Serialization

Serialization is primarily provided through the rbuf interface, which is a custom IDL format.

A typical rbuf file looks something like this:

namespace ark::example;

schema MyMessage
{
    uint32 identifier;
    string payload;
}

The IDL format supports a handful of features:

primitives (see below for a full list)
define “schemas” (objects)
define enumerations (with varying sizes, such as 8-bit or 32-bit)
reference other schemas or enums
specify a namespace
create dynamic or fixed-size lists of objects
create dictionaries of objects
create variants of schemas
optional fields
include other rbuf files
define global constant strings/integers
define constant primitive types within “schemas”
use forwards/backwards compatibility with “groups” and field retiring

Additional functionality will be added as-needed. The rbuf compiler will generate C++, JavaScript, or Python code that includes both the structure definition and the code to serialize/deserialize the structure.

In addition to basic serialization, Ark also uses rbuf internally as the backend for ROS serialization, along with the ability to deserialize YAML-based configuration into rbuf-generated structures.

cmake

You can specify one or more rbuf files to be compiled into a messages library with this cmake definition:

add_rbuf(my_message_lib my_message1.rbuf my_message2.rbuf)

Supported Field Types

The normal primitives are all supported (uint8, uint16, uint32, uint64, int8, int16, int32, int64, float, double, and bool). Additionally, a few other types are supported:

string - A std::string equivalent.
guid - A core::Guid equivalent.
duration - A std::chrono::nanoseconds equivalent.
steady_time_point - A std::chrono::steady_clock::now equivalent.
system_time_point - A std::chrono::system_clock::now equivalent.
byte_buffer - A core::ByteBuffer equivalent.
arraylist<T> - A std::vector<T> equivalent.
dictionary<K, V> - A std::map<K, V> equivalent.
array<T, S> - A fixed-size array (std::array<T, S>) equivalent.
variant<T1, T2, ... Tn> - One of type T (a std::variant equivalent).

Constant Fields

You can also include constant primitives (including string) in a schema.

enum MyObject
{
    const string NAME = "name";
    const float VALUE = 4.2;

    string str;
}

These values are stored in the schema and not serialized into individual messages.

NOTE: Floating point values must include a number before and after the decimal.

Enumerations

You can also create enumerations, and make use of those in your schema definitions. For example:

enum MyEnum
{
    Empty = 0;
    GoodValue = 1;
    BadValue = 2;
}

schema MyObject
{
    MyEnum value;
}

Enums resolve to 32-bit integers, and use enum classes in C++.

You can also make use of “enum classes” (just like C++):

enum MyEnum : int16
{
    Negative = -100;
    Positive = 100;
}

Class types supported are all signed and unsigned integers (8-bit through 64-bit).

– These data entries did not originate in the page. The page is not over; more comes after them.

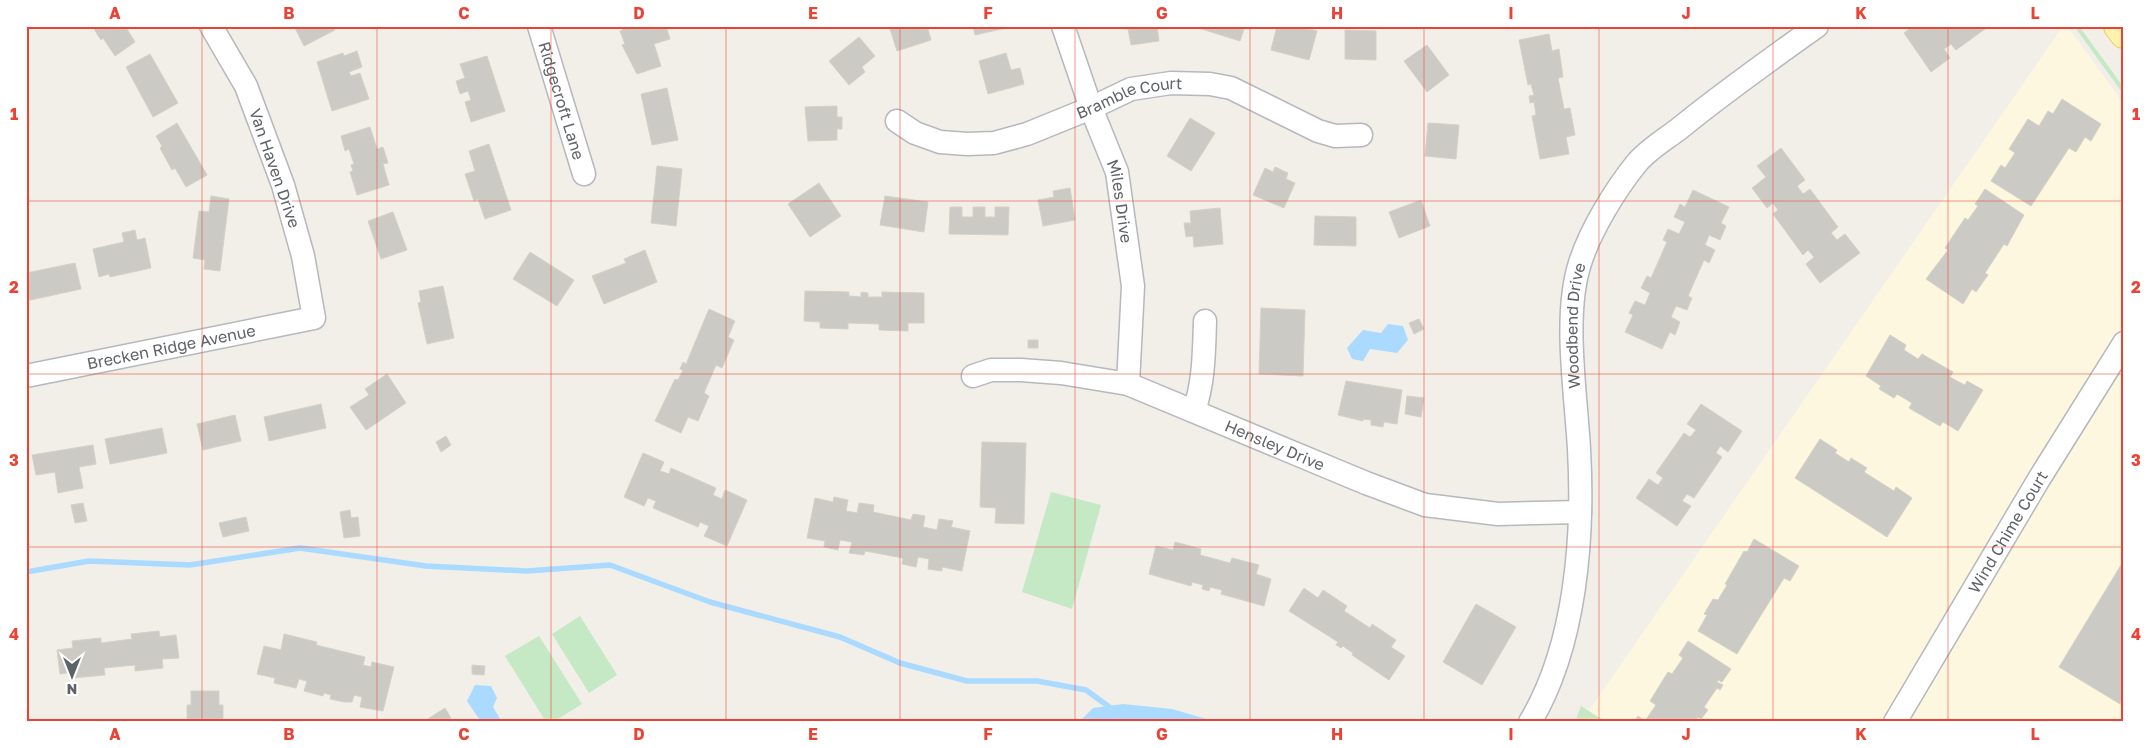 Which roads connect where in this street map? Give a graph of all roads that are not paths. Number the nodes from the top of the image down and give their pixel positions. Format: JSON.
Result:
{"nodes":[{"id":1,"x":211,"y":26,"type":"edge"},
{"id":2,"x":539,"y":26,"type":"edge"},
{"id":3,"x":1063,"y":26,"type":"edge"},
{"id":4,"x":1817,"y":26,"type":"edge"},
{"id":5,"x":2118,"y":26,"type":"edge"},
{"id":6,"x":2124,"y":34,"type":"edge"},
{"id":7,"x":1091,"y":108,"type":"junction"},
{"id":8,"x":897,"y":121,"type":"dead end"},
{"id":9,"x":1361,"y":135,"type":"dead end"},
{"id":10,"x":584,"y":174,"type":"dead end"},
{"id":11,"x":314,"y":318,"type":"joint"},
{"id":12,"x":1205,"y":321,"type":"dead end"},
{"id":13,"x":2124,"y":343,"type":"edge"},
{"id":14,"x":26,"y":376,"type":"edge"},
{"id":15,"x":972,"y":376,"type":"dead end"},
{"id":16,"x":1128,"y":384,"type":"junction"},
{"id":17,"x":1194,"y":411,"type":"junction"},
{"id":18,"x":1580,"y":512,"type":"junction"},
{"id":19,"x":1530,"y":722,"type":"edge"},
{"id":20,"x":1895,"y":722,"type":"edge"}],
"edges":[{"from":1,"to":11,"type":"street","name":"Van Haven Drive"},
{"from":2,"to":10,"type":"street","name":"Ridgecroft Lane"},
{"from":3,"to":7,"type":"street","name":"Miles Drive"},
{"from":4,"to":18,"type":"street","name":"Woodbend Drive"},
{"from":5,"to":6,"type":"main road"},
{"from":7,"to":8,"type":"street","name":"Bramble Court"},
{"from":7,"to":9,"type":"street","name":"Bramble Court"},
{"from":7,"to":16,"type":"street","name":"Miles Drive"},
{"from":11,"to":14,"type":"street","name":"Brecken Ridge Avenue"},
{"from":12,"to":17,"type":"street"},
{"from":13,"to":20,"type":"street","name":"Wind Chime Court"},
{"from":15,"to":16,"type":"street","name":"Hensley Drive"},
{"from":16,"to":17,"type":"street","name":"Hensley Drive"},
{"from":17,"to":18,"type":"street","name":"Hensley Drive"},
{"from":18,"to":19,"type":"street","name":"Woodbend Drive"}]}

When using reflection, you will need to use std::holds_alternative to discover the underlying type (or look at the schema).

Note that the class type (storage type) is not versioned (nor are values). To preserve binary compatibility, you cannot change the size or existing values after you have written data to disk.

You can fetch all potential values an enum can supply by using the ark::serialization::values() API. For example, you can use ark::serialization::values<MyEnum>() from the example above, and you will receive a std::vector<int16_t> which contains the values -100 and 100.

The ark::serialization::count() API is provided to return a count of the number of values contained in an enum. This is only the count of the enum as compiled by rbuf. Forwards/backwards compatible messages may have values outside this range, if enumerations were added/removed. In the example above, ark::serialization::count<MyEnum>() would yield the value 2.

The ark::serialization::max() API is provided to return the maximum value seen in an enumeration, as a convenience over defining it manually. This is only the maximum value of the enum as compiled by rbuf. Forwards/backwards compatible messages may have values outside this range, if enumerations were added/removed. In the example above, ark::serialization::max<MyEnum>() would yield the value 100.

Bitmasks

You can mark an enumeration as a bitmask, which causes the code generators to emit some additional functionality for string conversion and the combination operators (|, &, |=, &=, and ~).

enum bitmask MyBitmask : uint16
{
    FirstSlot = 0x0001;
    SecondSlot = 0x0002;
    TopSlot = 0x8000;
}

You can use the combination operators to set or unset bits. Note that it is possible to get into a situation (particularly with ~) where some bits that are set are not actually defined in your bitmask.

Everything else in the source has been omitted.